====== Extracted material ======

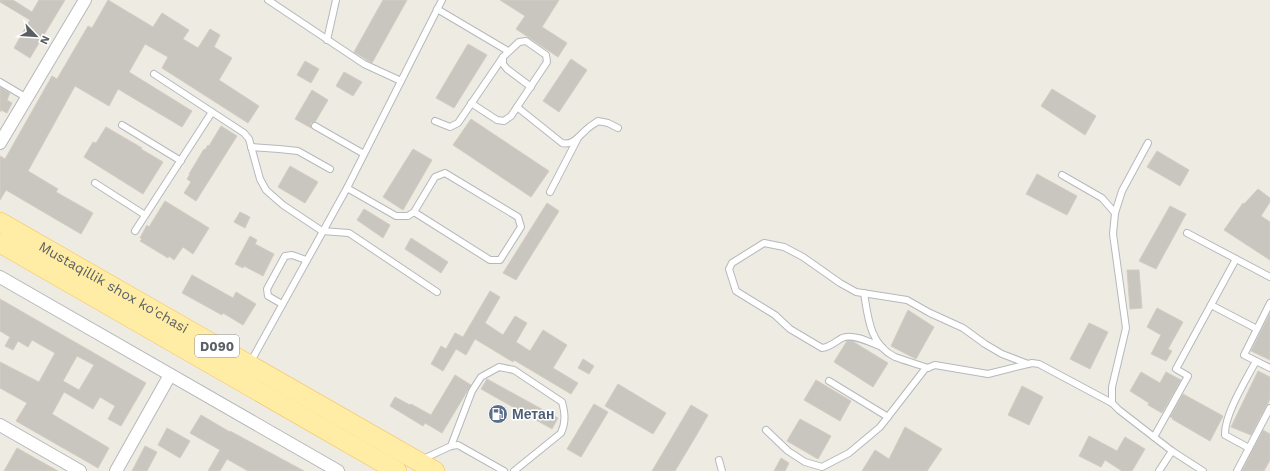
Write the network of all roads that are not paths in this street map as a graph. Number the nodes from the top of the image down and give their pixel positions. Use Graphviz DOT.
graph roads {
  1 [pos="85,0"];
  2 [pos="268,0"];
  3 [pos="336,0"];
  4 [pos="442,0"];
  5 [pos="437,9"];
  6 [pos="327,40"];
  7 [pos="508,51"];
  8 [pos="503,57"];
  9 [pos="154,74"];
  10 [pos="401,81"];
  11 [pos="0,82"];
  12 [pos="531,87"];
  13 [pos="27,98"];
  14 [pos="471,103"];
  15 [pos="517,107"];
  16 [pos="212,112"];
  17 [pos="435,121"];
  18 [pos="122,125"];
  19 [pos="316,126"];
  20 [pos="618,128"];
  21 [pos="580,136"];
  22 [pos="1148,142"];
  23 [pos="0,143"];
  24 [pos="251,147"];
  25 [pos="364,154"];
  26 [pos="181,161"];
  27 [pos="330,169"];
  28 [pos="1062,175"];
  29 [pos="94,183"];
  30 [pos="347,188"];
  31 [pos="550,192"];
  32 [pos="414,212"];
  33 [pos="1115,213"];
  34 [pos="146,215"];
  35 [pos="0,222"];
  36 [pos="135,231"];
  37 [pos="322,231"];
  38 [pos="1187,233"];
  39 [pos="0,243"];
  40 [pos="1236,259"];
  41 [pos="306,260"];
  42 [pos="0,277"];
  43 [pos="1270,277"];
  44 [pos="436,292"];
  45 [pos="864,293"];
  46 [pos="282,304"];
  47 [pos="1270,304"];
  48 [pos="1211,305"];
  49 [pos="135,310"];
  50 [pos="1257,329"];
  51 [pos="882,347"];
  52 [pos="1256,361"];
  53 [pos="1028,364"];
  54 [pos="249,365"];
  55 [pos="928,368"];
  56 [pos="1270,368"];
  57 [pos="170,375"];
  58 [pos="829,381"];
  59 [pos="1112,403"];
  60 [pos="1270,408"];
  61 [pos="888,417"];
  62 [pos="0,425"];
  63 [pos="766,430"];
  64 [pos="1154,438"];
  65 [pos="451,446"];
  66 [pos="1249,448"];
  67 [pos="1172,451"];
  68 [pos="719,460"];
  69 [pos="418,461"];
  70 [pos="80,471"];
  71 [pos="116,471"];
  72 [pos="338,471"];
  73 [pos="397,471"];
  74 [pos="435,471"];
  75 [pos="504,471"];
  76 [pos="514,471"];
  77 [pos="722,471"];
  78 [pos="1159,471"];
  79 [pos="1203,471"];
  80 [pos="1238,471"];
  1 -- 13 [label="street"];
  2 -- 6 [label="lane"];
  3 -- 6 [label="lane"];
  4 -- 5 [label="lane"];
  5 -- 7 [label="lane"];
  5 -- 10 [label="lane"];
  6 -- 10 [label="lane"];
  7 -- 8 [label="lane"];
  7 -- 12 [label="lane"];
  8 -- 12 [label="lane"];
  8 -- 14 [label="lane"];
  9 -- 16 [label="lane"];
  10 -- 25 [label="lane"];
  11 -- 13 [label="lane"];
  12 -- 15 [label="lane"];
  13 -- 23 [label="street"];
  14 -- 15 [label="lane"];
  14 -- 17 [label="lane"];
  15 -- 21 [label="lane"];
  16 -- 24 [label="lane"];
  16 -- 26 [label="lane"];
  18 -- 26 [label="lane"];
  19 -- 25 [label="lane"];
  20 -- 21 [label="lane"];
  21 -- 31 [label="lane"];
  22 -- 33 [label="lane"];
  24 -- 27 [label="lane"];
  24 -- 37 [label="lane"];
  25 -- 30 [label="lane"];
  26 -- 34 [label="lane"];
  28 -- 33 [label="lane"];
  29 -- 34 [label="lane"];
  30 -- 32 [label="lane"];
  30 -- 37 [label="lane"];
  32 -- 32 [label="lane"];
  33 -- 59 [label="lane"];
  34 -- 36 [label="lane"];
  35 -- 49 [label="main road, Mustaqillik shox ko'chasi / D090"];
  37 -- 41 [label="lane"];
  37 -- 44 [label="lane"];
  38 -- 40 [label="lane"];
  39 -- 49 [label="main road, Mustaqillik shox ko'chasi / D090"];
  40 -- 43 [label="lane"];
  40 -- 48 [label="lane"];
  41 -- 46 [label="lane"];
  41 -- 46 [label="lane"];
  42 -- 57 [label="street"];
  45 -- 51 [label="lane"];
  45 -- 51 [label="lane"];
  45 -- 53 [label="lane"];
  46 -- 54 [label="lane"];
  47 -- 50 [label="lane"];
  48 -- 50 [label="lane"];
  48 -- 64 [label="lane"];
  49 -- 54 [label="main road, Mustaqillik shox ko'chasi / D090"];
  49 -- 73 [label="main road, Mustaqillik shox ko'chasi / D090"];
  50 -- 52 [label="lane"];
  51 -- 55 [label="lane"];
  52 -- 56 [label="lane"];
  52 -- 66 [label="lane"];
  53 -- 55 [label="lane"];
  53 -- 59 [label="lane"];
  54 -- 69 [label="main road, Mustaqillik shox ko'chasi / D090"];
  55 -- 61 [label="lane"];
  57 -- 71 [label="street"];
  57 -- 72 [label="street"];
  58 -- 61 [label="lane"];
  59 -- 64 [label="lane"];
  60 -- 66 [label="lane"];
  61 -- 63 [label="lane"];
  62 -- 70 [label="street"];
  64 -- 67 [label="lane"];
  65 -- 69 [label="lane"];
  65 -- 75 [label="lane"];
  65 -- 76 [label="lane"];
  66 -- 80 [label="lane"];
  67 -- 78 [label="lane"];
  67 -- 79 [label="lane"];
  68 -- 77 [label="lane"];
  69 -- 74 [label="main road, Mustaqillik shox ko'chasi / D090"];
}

======

§ What the exercise asks
The lines that contain the word "main" are wanted; copy each of them from the records.

§ Response to the exercise
  35 -- 49 [label="main road, Mustaqillik shox ko'chasi / D090"];
  39 -- 49 [label="main road, Mustaqillik shox ko'chasi / D090"];
  49 -- 54 [label="main road, Mustaqillik shox ko'chasi / D090"];
  49 -- 73 [label="main road, Mustaqillik shox ko'chasi / D090"];
  54 -- 69 [label="main road, Mustaqillik shox ko'chasi / D090"];
  69 -- 74 [label="main road, Mustaqillik shox ko'chasi / D090"];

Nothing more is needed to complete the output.